— TRY IT —
If a line below includes the string "HOLME", copy it.

— Stored items —
****************

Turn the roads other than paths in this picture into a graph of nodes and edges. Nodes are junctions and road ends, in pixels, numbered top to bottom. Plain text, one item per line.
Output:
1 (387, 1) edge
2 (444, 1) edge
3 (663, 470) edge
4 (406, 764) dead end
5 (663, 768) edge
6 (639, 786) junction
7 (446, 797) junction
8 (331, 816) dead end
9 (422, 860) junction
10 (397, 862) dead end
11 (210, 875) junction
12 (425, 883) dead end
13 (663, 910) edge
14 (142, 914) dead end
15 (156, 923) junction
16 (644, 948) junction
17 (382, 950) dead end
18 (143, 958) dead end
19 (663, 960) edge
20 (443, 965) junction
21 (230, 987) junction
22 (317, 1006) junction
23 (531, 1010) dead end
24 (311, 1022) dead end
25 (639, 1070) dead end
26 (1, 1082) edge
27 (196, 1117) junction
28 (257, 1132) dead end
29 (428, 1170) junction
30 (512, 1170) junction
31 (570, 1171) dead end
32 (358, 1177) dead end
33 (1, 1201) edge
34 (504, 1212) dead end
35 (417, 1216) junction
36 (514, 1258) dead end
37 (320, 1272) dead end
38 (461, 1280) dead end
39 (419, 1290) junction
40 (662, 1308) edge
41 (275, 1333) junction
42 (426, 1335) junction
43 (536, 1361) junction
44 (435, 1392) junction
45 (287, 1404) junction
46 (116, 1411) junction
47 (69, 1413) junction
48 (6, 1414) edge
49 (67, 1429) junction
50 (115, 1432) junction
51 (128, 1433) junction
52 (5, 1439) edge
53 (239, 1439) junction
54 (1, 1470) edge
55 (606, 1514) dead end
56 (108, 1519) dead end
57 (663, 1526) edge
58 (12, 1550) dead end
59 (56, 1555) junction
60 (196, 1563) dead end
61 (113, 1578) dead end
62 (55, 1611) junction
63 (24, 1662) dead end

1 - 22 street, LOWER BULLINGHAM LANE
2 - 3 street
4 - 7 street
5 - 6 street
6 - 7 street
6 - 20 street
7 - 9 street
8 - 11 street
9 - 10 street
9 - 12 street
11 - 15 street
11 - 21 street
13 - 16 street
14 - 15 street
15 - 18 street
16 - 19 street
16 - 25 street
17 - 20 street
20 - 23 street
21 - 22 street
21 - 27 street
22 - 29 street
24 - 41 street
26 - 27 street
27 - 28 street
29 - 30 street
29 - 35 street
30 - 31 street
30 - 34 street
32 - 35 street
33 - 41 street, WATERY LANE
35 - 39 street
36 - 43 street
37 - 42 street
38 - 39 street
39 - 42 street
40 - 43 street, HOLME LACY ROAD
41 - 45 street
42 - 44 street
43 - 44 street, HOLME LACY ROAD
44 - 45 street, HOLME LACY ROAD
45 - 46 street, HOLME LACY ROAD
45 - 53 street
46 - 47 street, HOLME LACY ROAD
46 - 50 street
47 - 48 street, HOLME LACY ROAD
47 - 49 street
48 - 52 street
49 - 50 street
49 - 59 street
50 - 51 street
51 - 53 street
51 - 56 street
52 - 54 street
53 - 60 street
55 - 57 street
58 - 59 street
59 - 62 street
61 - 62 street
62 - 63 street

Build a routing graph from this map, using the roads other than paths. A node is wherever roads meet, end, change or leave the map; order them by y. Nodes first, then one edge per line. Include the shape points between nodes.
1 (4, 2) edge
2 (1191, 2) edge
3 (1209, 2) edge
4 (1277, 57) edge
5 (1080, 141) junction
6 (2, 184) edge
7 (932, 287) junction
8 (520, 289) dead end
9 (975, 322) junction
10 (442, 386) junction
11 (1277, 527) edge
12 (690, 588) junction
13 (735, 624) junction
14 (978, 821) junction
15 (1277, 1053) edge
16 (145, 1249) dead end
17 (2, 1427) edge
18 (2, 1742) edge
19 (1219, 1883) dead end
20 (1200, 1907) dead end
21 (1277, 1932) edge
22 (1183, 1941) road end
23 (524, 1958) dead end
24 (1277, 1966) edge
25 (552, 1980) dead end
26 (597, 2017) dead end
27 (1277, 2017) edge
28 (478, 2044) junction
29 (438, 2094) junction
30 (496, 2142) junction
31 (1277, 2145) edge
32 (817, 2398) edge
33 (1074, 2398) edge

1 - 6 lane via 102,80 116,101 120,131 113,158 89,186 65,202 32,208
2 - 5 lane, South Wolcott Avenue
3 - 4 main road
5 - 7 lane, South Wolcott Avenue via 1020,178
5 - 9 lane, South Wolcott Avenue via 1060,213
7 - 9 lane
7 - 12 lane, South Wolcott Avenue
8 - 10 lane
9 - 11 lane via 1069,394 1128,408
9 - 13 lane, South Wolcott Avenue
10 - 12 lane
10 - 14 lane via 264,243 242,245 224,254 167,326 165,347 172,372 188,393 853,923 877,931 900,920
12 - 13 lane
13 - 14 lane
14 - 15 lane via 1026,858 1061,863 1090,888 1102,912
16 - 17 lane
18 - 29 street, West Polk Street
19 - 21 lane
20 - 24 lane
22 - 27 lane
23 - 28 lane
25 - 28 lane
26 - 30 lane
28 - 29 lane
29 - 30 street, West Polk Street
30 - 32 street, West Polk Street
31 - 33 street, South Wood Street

****************

— SOLUTION TO THE PROBLEM —
40 - 43 street, HOLME LACY ROAD
43 - 44 street, HOLME LACY ROAD
44 - 45 street, HOLME LACY ROAD
45 - 46 street, HOLME LACY ROAD
46 - 47 street, HOLME LACY ROAD
47 - 48 street, HOLME LACY ROAD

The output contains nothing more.